Russia, France and other nations have called on the United nations to ease the sanctions in recent years, but the United States has stood firm on the issue and largely prevailed. The Deputy prime Minister of Iraq, Tariq Aziz, said last week that the sanctions were still in place only because of "American pressure and American blackmail."
Iraq's only real relief came in 1995, when the United Nations agreed to let it sell oil to obtain necessities like food or medicine, which are exempted from the sanction. Such an arrangement had been offered since 1991, but the Iraqis refused.
The sanctions will remain in place, the Administration has said, until Iraq meets the requirements of a series of Security Council resolutions, which include a demand that it comply fully with the inspections.

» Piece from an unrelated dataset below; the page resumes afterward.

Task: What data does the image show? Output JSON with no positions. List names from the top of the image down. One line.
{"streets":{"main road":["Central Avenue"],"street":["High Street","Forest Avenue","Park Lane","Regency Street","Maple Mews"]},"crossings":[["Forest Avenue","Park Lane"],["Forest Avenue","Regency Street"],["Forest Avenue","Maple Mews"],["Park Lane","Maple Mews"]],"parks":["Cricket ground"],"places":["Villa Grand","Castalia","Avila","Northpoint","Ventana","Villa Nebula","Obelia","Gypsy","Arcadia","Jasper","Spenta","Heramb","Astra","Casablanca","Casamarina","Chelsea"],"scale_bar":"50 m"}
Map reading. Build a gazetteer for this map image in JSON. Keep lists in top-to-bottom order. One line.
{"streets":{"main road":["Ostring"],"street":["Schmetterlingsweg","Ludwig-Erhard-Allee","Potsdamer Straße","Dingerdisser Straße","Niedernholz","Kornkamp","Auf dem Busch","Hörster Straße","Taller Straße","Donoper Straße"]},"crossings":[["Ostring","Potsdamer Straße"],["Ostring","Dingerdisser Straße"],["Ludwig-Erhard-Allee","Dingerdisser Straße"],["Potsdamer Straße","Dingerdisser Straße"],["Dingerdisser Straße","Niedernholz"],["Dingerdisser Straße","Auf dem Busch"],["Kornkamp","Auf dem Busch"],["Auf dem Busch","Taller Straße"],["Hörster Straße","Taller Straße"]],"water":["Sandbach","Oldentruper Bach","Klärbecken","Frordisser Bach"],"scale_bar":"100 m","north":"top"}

"What they really want is to be able to have it both ways," said James P. Rubin, the State Department spokesman, "to be able to keep their weapons of mass destruction and have sanctions lifted. That is simply not going to happen."

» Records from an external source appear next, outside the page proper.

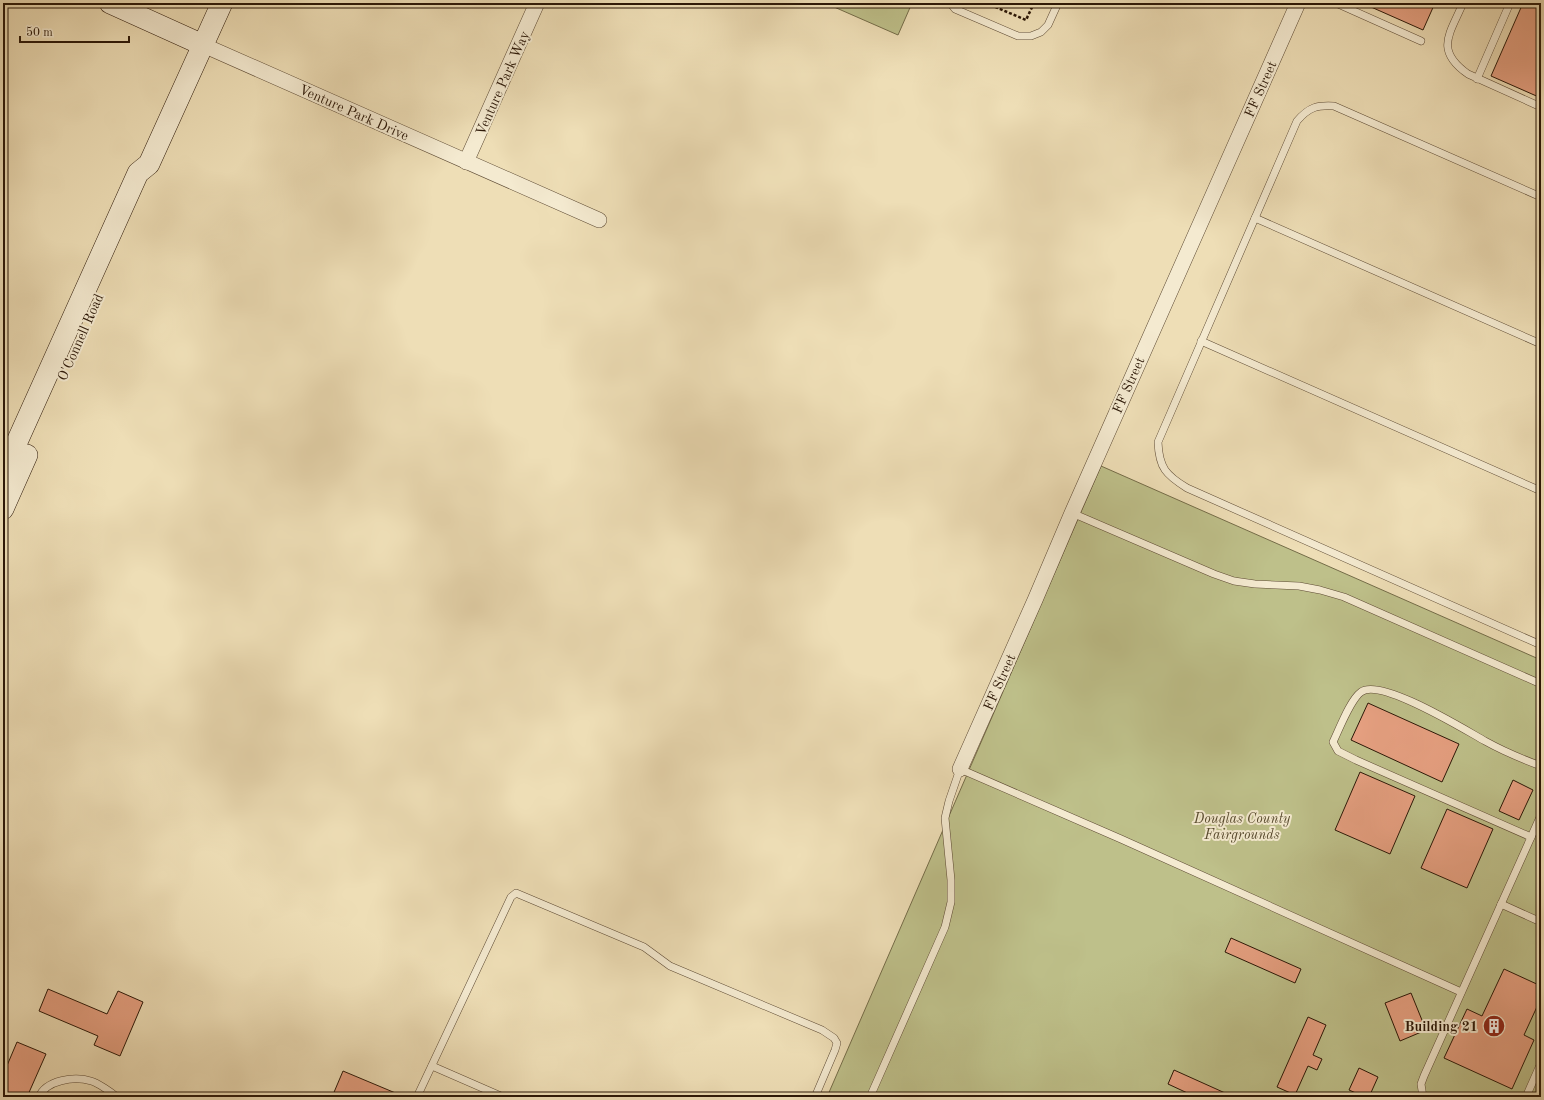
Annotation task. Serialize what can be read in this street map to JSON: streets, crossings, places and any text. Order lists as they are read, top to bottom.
{
  "streets": {
    "street": [
      "Venture Park Way",
      "FF Street",
      "Venture Park Drive",
      "O'Connell Road"
    ]
  },
  "crossings": [
    ["Venture Park Way", "Venture Park Drive"],
    ["Venture Park Drive", "O'Connell Road"]
  ],
  "parks": ["Douglas County Fairgrounds"],
  "places": {
    "building": ["Building 21"]
  },
  "scale_bar": "50 m"
}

Sanctions were imposed on Iraq on Aug. 6, 1990, four days after Iraqi troops annexed neighboring Kuwait. The sanctions were contained in Resolution 661, which placed a sweeping economic blockade on Iraq.
After Iraq's rout in the Persian Gulf war the following year, the Security Council passed a key resolution, No. 687, which outlined the terms of the cease-fire and kept most of the economic sanctions in place. The resolution, adopted on April 3, 1991 prohibited all trade to Iraq except that involving "essential human needs," like food and medicine.
The sanctions could only be lifted when Iraq revealed and destroyed its ballistic missiles and its ability to make arms of mass destruction- chemical, biological or nuclear. The council agreed to review Iraq's compliance every 60 days to determine whether the sanctions could end.
The United States suggested that it would have preferred a resolution tying eased sanctions to the ouster of Mr. Hussein. "We are not interested in seeking a relaxation of sanctions as long as Saddam Hussein is in power," secretary of State James A. Baker said in May 1991.
Shattered by its defeat in the gulf war, Iraq had little choice but to begin to cooperate with the United nations. It grudgingly allowed inspectors to roam the country.
But virtually from the start, the United Nations Special Commission, which was charged with the disarming, complained that the Iraqis were lying an hiding evidence.
In August 1991, the Security Council, seeing evidence of a humanitarian disaster, offered Iraq a plan that would have allowed it to sell up to $1.6 billion worth of oil, with most of the proceeds placed in an escrow account to buy food and medicine under United Nations supervision.
Iraq refused, describing the plan as an infringement of its sovereignty. It was only in 1996, after reports of widespread malnutrition and a sharp increase in childhood morality rates, that Iraq agreed to the oil-for-food deal.
The plan let Iraq sell $2 billion in old every six months for food and medicine, with the proceeds spent at the direction of united Nations officials. The figure was raised last February to $5.2 billion every six months.
Although the debate has been muted by the latest crisis, members of the Security Council have disagreed in the past over the conditions that Iraq must meet to avoid sanctions.
Several countries say the language of the resolutions that ended the gulf war allow the sanctions to be lifted as soon as the Security Council determines that Iraq has shut down its weapons programs.
But the United States say reading of the resolutions suggests that the sanctions cannot be lifted until Iraq meets other terms of the 1991 cease-fire, including restitution for property destroyed or stolen by the Iraqis after the Kuwait invasion in 1990 and an accounting for hundreds of missing Kuwaiti prisoners.
"Sanctions may stay on in perpetuity," bill Richardson, the former American delegate to the United Nations, said earlier this year. "Sanctions are going to stay forever or until Iraq complies fully."